The number of lines containing the word "Avenue" is all you should give; count them in the records below.

▶ INPUT DATA

>>>>>

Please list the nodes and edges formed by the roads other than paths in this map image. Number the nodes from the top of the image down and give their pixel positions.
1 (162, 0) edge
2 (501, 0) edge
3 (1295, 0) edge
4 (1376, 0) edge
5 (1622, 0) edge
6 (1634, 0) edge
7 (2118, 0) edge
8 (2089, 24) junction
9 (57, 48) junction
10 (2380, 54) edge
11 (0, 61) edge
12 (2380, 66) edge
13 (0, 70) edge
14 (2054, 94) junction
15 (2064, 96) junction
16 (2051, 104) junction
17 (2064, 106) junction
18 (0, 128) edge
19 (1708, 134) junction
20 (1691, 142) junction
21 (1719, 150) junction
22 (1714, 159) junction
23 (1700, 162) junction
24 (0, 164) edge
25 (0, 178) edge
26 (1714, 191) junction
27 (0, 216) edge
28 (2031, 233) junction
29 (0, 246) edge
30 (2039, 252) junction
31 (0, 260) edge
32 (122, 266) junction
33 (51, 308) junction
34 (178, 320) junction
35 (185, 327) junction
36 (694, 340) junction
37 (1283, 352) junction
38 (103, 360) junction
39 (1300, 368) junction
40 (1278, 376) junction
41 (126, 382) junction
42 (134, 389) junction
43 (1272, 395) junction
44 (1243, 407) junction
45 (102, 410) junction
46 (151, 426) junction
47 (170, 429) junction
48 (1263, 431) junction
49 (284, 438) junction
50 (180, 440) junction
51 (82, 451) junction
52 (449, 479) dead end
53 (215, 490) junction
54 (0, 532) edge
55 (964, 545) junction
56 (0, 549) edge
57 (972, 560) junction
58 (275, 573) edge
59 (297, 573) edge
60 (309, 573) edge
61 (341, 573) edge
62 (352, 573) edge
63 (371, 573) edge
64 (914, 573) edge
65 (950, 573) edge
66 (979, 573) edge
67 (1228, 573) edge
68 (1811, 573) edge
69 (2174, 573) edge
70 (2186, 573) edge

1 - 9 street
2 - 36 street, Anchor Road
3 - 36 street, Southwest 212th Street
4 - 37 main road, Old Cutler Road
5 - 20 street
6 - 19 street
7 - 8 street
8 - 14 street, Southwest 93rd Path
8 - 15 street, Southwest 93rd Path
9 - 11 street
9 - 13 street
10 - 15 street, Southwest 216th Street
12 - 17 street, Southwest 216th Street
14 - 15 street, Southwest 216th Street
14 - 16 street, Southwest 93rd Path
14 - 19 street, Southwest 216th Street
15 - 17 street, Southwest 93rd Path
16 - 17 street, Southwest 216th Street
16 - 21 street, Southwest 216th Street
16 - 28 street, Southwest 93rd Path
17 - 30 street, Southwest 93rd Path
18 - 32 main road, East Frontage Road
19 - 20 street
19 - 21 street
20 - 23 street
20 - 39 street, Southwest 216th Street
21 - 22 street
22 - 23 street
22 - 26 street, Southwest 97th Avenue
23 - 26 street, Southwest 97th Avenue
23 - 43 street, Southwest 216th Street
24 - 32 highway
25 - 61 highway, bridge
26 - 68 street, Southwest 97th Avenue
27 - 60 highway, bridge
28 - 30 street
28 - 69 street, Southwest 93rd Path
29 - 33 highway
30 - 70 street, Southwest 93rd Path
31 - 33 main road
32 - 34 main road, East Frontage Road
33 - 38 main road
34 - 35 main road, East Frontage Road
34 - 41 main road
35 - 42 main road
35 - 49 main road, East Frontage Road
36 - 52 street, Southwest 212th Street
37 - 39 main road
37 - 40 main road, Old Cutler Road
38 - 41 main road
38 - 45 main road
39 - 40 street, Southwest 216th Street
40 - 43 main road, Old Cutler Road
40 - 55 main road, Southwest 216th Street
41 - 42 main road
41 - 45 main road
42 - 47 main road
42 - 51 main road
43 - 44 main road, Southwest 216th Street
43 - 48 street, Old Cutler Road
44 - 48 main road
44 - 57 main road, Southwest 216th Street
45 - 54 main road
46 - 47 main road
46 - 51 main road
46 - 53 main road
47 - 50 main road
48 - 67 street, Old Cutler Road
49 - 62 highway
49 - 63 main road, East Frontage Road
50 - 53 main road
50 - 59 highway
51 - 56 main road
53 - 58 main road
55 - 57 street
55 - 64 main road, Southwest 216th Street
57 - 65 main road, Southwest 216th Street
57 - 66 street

<<<<<

▶ OUTPUT FOR THIS EXERCISE
3